Maria Barroso, minha avó, uma voz que faz falta à democracia
Dez anos depois da sua morte, Maria Barroso continua insubstituível. Primeira-dama, atriz, única fundadora feminina do PS, avó que ligava todos os dias ao neto. "Uma mulher acima de todos os títulos que, em eleições como as que estamos a viver, não seria neutra na escolha pela democracia e o humanismo."
Numa tarde banhada pela luz de Lisboa, o nosso carro percorria calmamente a cidade a caminho do rio. Ao passar pelo Aqueduto das Águas Livres, nessa tarde como em tantas outras, a minha avó repetia: Aqueduto! Explicando-me a etimologia da palavra: Aqueduto vem da palavra latina Aquaducto, que resulta da contração das palavras: Aqua e ductos significando: o que conduz a água.
Foi assim que, durante toda a minha infância, através das suas palavras o mundo ganhava sentido. Hoje, ao passar pelo Aqueduto das Águas Livres, lembro-me desses momentos em que a minha avó me revelava a beleza e história do nosso país. Nestes momentos, só nossos, por vezes partilhados com as minhas irmãs mais velhas, recitava passagens dos seus poemas prediletos, tantas vezes repetidos com a sua voz que se impunha sem se impor, e pontuados por umas mãos que já conheci enrugadas de uma vida longa.
“Há nos meus olhos ironias e cansaços” é uma passagem do poema Cântico Negro de José Régio que várias vezes repetia com uma pontada de ironia e doçura cada vez que discordava de alguma coisa. Hoje sou eu, que por vezes, e com muito menos talento, cito esta mesma frase aos mais próximos.
Foi a voz da Mulher no papel de tantas personagens femininas. Em cima do palco foi Benilde de Régio ou Maria de Garrett. Mas a violência e arbitrariedade da ditadura atiraram-na para fora do teatro depois de interpretar a Voz Humana de Cocteau. No entanto, nesse momento, como em toda a sua vida, nunca se conformou. Não aceitou não trabalhar e rapidamente se reconverteu e, com a mesma capacidade de trabalho e dedicação, assumiu o papel de Diretora do Colégio Moderno. Aqui teve uma missão e visão que perduram até hoje e que são magistralmente continuadas pela sua filha, Isabel. E não calou a sua voz, como na sua intervenção no Congresso da oposição democrática de Aveiro de 73. Num tempo em que tantos se arvoram como defensores da Liberdade e do interesse nacional, Maria Barroso é o exemplo de quem deu a sua vida, a sua energia e a sua coragem à defesa da verdadeira liberdade. Da liberdade de pensar, de falar, de amar, de viver para além do jugo da pobreza. Ela amava o país. Não um amor cego e desculpante, mas exigente, questionador que acreditava num país melhor e mais justo.
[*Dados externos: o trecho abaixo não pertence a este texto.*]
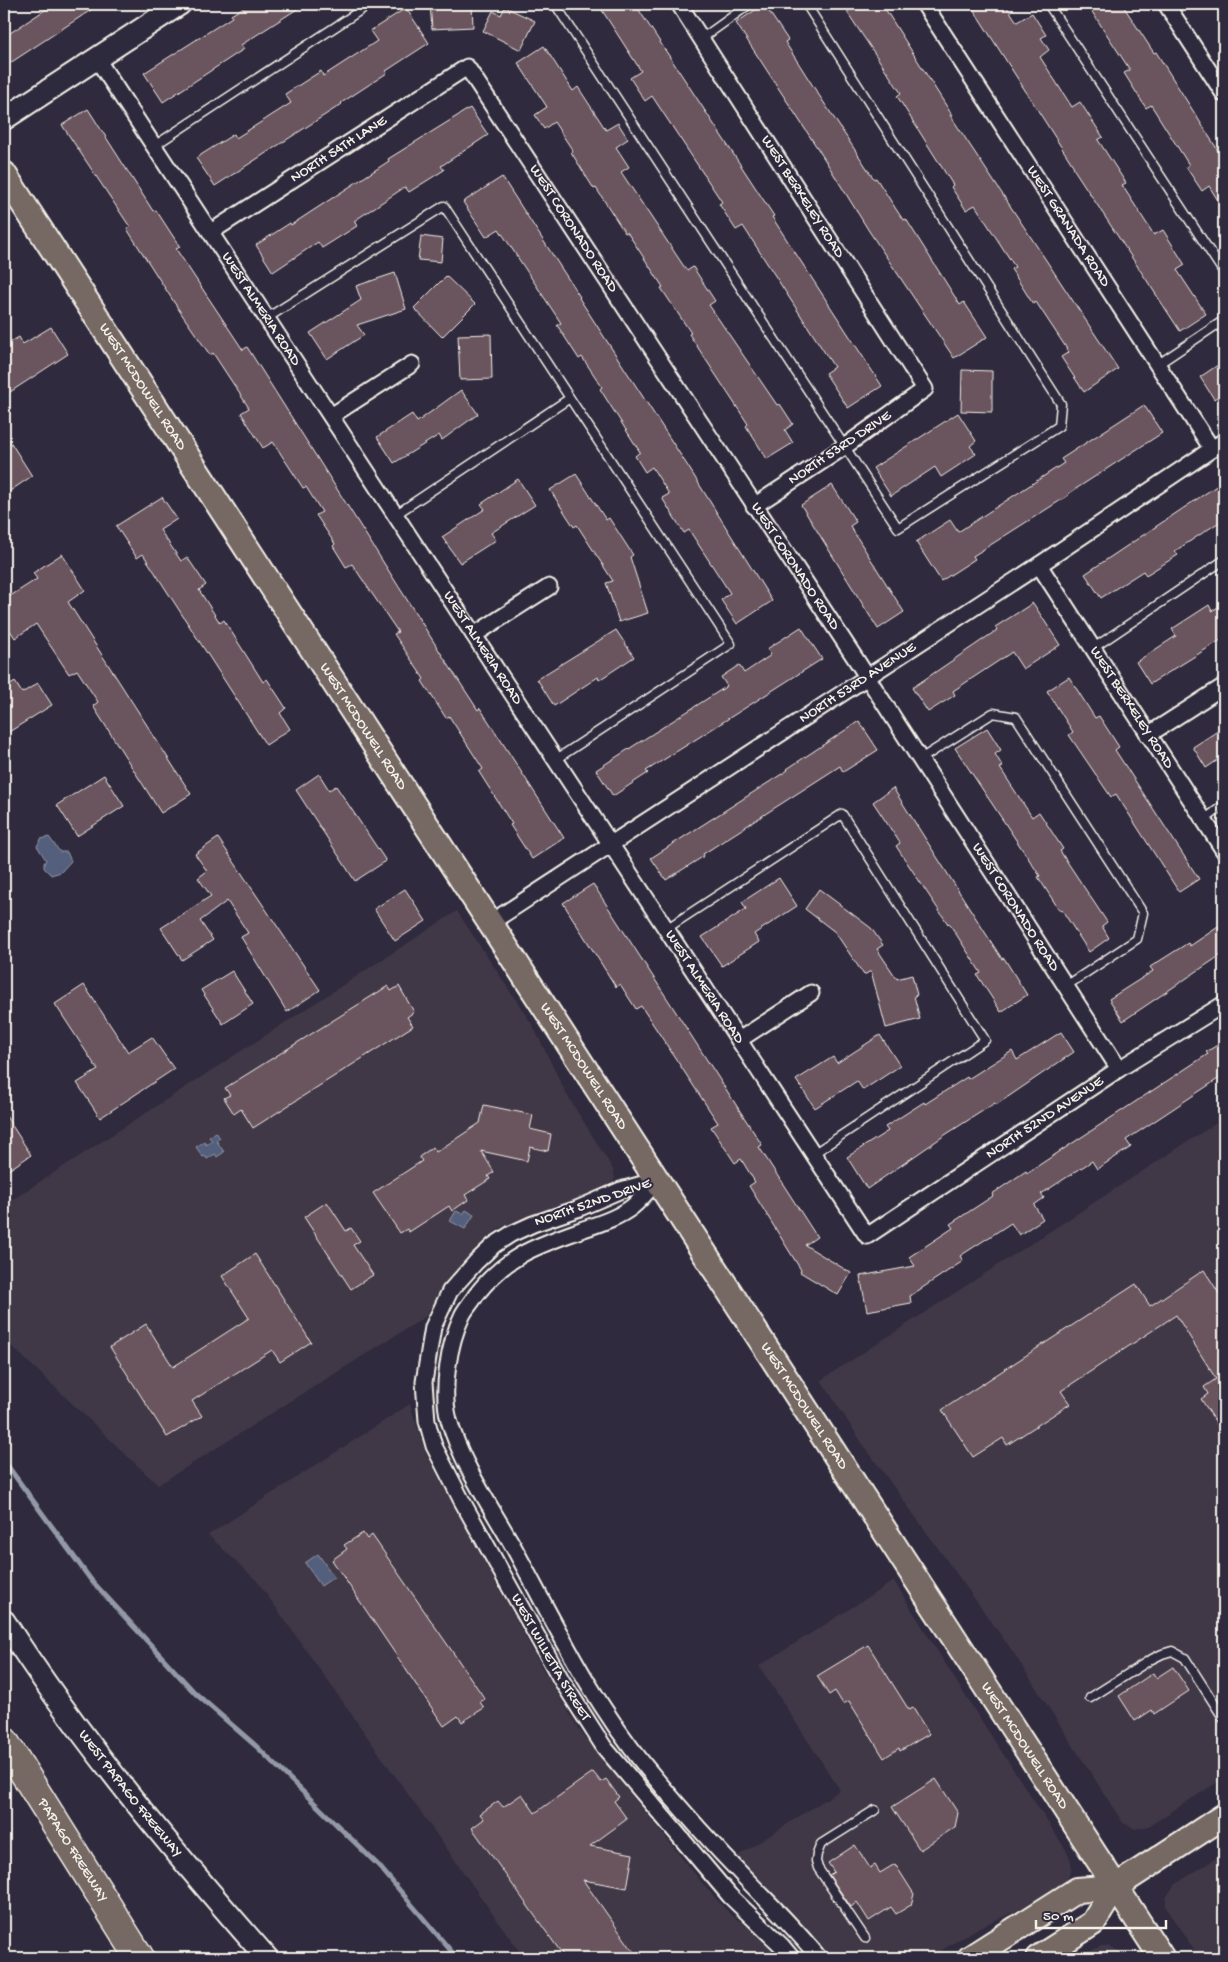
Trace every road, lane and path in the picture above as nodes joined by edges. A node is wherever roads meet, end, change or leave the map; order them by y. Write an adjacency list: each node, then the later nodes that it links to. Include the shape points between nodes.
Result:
1 (180, 4): 11 (main road)
2 (370, 4): 15 (lane)
3 (555, 4): 27 (lane)
4 (679, 4): 10 (street, WEST BERKELEY ROAD)
5 (750, 4): 10 (lane)
6 (806, 4): 27 (lane, via 1061,404 1059,426 898,528)
7 (924, 4): 22 (street, WEST GRANADA ROAD)
8 (1048, 4): 18 (lane)
9 (1166, 4): 13 (street)
10 (701, 39): 23 (street, WEST BERKELEY ROAD)
11 (98, 59): 14 (main road); 15 (street, WEST ALMERIA ROAD)
12 (467, 67): 17 (street, NORTH 54TH LANE); 28 (street, WEST CORONADO ROAD)
13 (1224, 94)
14 (4, 119)
15 (154, 146): 17 (street, WEST ALMERIA ROAD)
16 (4, 174): 44 (main road, WEST MCDOWELL ROAD)
17 (211, 232): 19 (street, WEST ALMERIA ROAD)
18 (1224, 273)
19 (267, 318): 24 (lane, via 444,206); 25 (street, WEST ALMERIA ROAD)
20 (1224, 320): 22 (lane)
21 (412, 364): 25 (street)
22 (1157, 365): 26 (street, WEST GRANADA ROAD)
23 (925, 389): 27 (street, NORTH 53RD DRIVE)
24 (570, 398): 29 (lane); 38 (lane, via 731,644)
25 (330, 416): 29 (street, WEST ALMERIA ROAD)
26 (1218, 445): 31 (street, NORTH 53RD AVENUE)
27 (844, 447): 28 (street, NORTH 53RD DRIVE)
28 (754, 506): 35 (street, WEST CORONADO ROAD)
29 (395, 515): 33 (street, WEST ALMERIA ROAD)
30 (1224, 560): 34 (lane)
31 (1039, 565): 34 (street, WEST BERKELEY ROAD); 35 (street, NORTH 53RD AVENUE)
32 (549, 587): 33 (street)
33 (474, 635): 38 (street, WEST ALMERIA ROAD)
34 (1092, 649): 37 (street, WEST BERKELEY ROAD)
35 (867, 677): 39 (street, WEST CORONADO ROAD); 42 (street, NORTH 53RD AVENUE)
36 (1224, 686): 37 (street)
37 (1148, 735): 41 (street, WEST BERKELEY ROAD)
38 (556, 760): 42 (street, WEST ALMERIA ROAD)
39 (920, 760): 46 (street, WEST CORONADO ROAD); 46 (lane, via 993,713 1016,717 1143,913 1137,939)
40 (1224, 805): 41 (lane)
41 (1204, 820): 43 (street, WEST BERKELEY ROAD)
42 (610, 844): 44 (street, NORTH 53RD AVENUE); 45 (street, WEST ALMERIA ROAD)
43 (1224, 851)
44 (490, 923): 52 (main road, WEST MCDOWELL ROAD)
45 (666, 930): 49 (street, WEST ALMERIA ROAD); 51 (lane, via 842,814 985,1040)
46 (1066, 986): 50 (street, WEST CORONADO ROAD)
47 (811, 993): 49 (street)
48 (1224, 1004): 50 (street, NORTH 52ND AVENUE)
49 (739, 1040): 51 (street, WEST ALMERIA ROAD)
50 (1119, 1069): 53 (street, NORTH 52ND AVENUE)
51 (813, 1154): 53 (street, WEST ALMERIA ROAD)
52 (657, 1180): 54 (street, NORTH 52ND DRIVE, via 621,1190 511,1234 476,1262 450,1291); 55 (street, NORTH 52ND DRIVE, via 633,1207 600,1224 541,1244 513,1258 491,1277); 62 (main road, WEST MCDOWELL ROAD)
53 (867, 1236)
54 (443, 1306): 66 (street, WEST WILLETTA STREET, via 433,1327 427,1353 425,1408 434,1446 462,1501 562,1681 604,1747 730,1896)
55 (462, 1315): 67 (street, WEST WILLETTA STREET, via 449,1359 446,1389 449,1418 473,1474 577,1665 610,1720 683,1811 794,1927)
56 (4, 1621): 65 (main road, WEST PAPAGO FREEWAY, via 99,1757 215,1900)
57 (1090, 1698): 58 (lane, via 1150,1660 1172,1651 1185,1658)
58 (1224, 1719)
59 (7, 1748): 64 (highway, PAPAGO FREEWAY)
60 (875, 1810): 63 (lane, via 821,1844 816,1861)
61 (1224, 1816): 62 (main road)
62 (1115, 1887): 68 (main road, via 1077,1890); 69 (main road, via 1093,1923); 70 (main road, WEST MCDOWELL ROAD)
63 (865, 1938)
64 (140, 1958)
65 (267, 1958)
66 (792, 1958)
67 (819, 1958)
68 (970, 1958)
69 (1038, 1958)
70 (1162, 1958)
Mas é da avó que tenho mesmo saudades. Como tantos de nós, ainda hoje dou por mim a olhar para o meu telefone esperando pela sua chamada diária que nunca falhava. A minha avó ligava-me todos os dias e dificilmente aceitava um domingo que não almoçássemos todos juntos - numas reuniões familiares onde o calor do debate, mas também o do amor familiar, estavam sempre presentes.
Para mim faltam-me estes momentos de ternura incondicional e essa procura incessante pela beleza em todos os que com ela se cruzavam. Mas Maria Barroso faz também falta ao mundo num momento em que se reduz a divergência a inimigos, em que o simplismo faccioso faz de nós uma sociedade que busca o clique imediato, o conflito ruidoso, as soluções aparentemente fáceis. E ela que nunca escolheu caminhos fáceis. Num tempo de nuvens de guerra ela ergueria os versos de Sophia: “Dai-nos Senhor a paz que vos pedimos/A paz sem vencedores e sem vencidos”. Não é uma utopia, é a Humanidade em que a minha avó acreditava, a única possível e desejável.
A minha avó partiu há 10 anos. Teria hoje 100. O seu amor de sete décadas, o meu avô Mário, partiu devagarinho depois dela. O mundo que ela sonhava, livre, tolerante, de amor e harmonia, está ainda por concretizar. Mas, se vos disserem que é uma ilusão fantasista, não acreditem. Estamos aqui para o construir!